Resenha: Andrea Camilleri – O Rei de Girgenti


Andrea Camilleri – O Rei de Girgenti
 (Editora Record – 379 páginas)

         Respire fundo e mergulhe de cabeça no primeiro parágrafo. Andrea Camilleri é dono de uma escrita vertiginosa, sem embromações, em que duas ou três páginas são suficientes para muita coisa acontecer.

         É bem provável que sua habilidade para contar histórias tão cheias de ação, com tal encadeamento caudaloso de cenas originais, tenha sido reforçada a partir do trabalho como diretor, dramaturgo e roteirista de televisão. Seu ritmo literário ganhou celeridade graças à herança de ofício adquirida na prática da linguagem audiovisual.

         Nascido em 1925, Camilleri estreou como romancista tardiamente, em 1978. Só foi adquirir notoriedade em 1994, quando publicou “A forma da água”, primeira da série de novelas policiais protagonizadas pelo impagável comissário Salvo Montalbano. Sem a mínima campanha publicitária, contando apenas com o fenômeno do “boca-a-boca”, os pequenos “casos” de Camilleri rapidamente alcançaram enorme sucesso, arrebatando não só o público italiano, como o resto do mundo. Premiadíssimos, chegaram à casa dos 3 milhões de exemplares vendidos.

         A imaginária cidade de Vigàta – que o escritor admite ser uma reprodução de sua terra natal, Porto Empedocle – oferece seus cenários a romances policiais, ou então recua no tempo, para ser palco da História ou de reminiscências autobiográficas.
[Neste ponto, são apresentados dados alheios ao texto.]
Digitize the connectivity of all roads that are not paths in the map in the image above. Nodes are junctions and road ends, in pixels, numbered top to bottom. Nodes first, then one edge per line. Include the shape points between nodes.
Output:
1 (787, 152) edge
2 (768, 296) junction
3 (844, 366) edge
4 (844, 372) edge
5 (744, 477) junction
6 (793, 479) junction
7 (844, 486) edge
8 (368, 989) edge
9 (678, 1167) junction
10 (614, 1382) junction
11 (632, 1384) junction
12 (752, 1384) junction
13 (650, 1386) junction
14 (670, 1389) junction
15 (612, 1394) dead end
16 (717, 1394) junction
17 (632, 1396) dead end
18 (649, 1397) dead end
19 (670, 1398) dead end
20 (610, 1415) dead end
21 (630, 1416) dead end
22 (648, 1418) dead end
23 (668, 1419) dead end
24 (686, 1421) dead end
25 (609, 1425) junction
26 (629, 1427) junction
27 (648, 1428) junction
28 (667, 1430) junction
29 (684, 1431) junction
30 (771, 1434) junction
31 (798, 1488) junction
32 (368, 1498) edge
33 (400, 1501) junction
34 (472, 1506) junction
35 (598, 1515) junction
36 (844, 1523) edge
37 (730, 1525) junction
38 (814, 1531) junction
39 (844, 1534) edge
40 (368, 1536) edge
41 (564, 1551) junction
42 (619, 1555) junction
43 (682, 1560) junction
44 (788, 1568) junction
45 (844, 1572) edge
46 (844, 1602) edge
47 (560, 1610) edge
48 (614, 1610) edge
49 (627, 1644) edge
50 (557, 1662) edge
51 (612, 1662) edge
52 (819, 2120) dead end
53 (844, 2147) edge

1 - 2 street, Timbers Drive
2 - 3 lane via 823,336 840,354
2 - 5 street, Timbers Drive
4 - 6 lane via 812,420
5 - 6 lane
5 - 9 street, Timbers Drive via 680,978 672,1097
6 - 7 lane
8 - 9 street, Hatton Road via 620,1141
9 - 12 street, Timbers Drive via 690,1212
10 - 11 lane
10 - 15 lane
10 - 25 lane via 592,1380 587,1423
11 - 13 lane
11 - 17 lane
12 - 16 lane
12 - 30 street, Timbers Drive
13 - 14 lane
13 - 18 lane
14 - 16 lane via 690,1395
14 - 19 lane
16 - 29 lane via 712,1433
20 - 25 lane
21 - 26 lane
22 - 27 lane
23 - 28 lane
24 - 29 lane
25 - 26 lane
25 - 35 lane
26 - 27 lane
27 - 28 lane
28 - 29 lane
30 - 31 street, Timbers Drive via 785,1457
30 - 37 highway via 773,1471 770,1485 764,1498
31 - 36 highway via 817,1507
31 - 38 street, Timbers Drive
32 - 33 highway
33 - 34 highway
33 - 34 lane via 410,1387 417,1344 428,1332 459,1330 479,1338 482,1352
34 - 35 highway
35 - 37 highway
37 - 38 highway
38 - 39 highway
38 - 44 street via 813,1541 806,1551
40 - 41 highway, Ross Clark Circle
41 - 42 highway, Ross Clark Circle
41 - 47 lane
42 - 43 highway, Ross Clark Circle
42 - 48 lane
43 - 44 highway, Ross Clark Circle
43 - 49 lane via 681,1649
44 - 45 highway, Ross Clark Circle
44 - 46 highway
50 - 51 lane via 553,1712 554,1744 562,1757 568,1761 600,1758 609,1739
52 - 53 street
        Após o final dos anos 90, o autor retoma seu caminho como ficcionista histórico. O Rei de Girgenti (2001) inscreve-se nesta nova fase de sua carreira. Em grande parte fantasia, o enredo inspira-se em fatos verídicos da vida de um líder popular que realmente existiu: Zósimo, um jovem e inteligente camponês que aprendeu a falar aos 3 meses de idade, filho de Filônia e Gisuè, experimentou intensamente a graça, a tragédia e a glória. Cultivado nos livros que lera entre secas e pestes, indignado com a fome e a injustiça, expulsou os governantes de Montelusa (que então passou a se chamar Girgenti, hoje Agriento), proclamou-se e foi aclamado rei de sua cidade em 1718.
        O Renascimento já iluminava o mundo, mas a pequena região da Sicília vivia como se ainda estivesse na Idade Média. Assumida a sua responsabilidade de governante, Zósimo aboliu a nobreza feudal, ridicularizou o alto clero e a Inquisição, distribuiu terras e, sempre tocado por um grave sentimento de culpa, degolou funcionários e autoridades. O povo de Montelusa abraçou as chamadas “leis de Zósimo”, com sua opção por uma ‘desigualdade discreta’, desde que alcançada ‘uma proporção mais prudente entre pobreza e riqueza’. Contudo, a frágil monarquia camponesa durou poucos dias. Seu líder acabou enforcado nos percalços de uma contra-revolução.
        Embora o romance mantenha o mesmo andamento vigoroso presente nas aventuras do comissário Montalbano, sua exuberância narrativa não deve ser traduzida como falta de profundidade. Enquanto saboreia o habilidoso emprego de arcaísmos e de um léxico rural reinventado, o espírito do leitor é transposto, a cada nova circunstância, para o ambiente e os costumes da época, afigurando-se os contornos sociais de um campesinato espremido entre o clero e a nobreza feudal. A realidade amarga é, por vezes, tingida com as tonalidades irônicas da fantasia e do sobrenatural. Camilleri toma as rédeas do absurdo para explicar as agruras cotidianas daqueles tempos. O fim do romance é um exemplo típico desse contexto: parece banhar-se nos fluidos mágicos do realismo fantástico.
        Por sua vez, várias passagens da história são pontuadas por um humor que remete à simplicidade  grotesca daquele período, beirando o escatológico, mas repleto de sutilidades. A morte, presença constante que inflama os sonhos do protagonista, é tratada com lirismo e doçura – especialmente quando os amores ou os ideais envolvidos são os maiores de sua jornada – e a lâmina de sua foice implacável reflete, como um espelho, os conflitos sociais de um passado áspero e opressivo.
        Como concluir esta resenha? Para fazer jus ao livro, é melhor que seja sem delongas. Resumindo, gostei do que li. Camilleri é um mestre. “O Rei de Girgenti” garante prazer do início ao fim.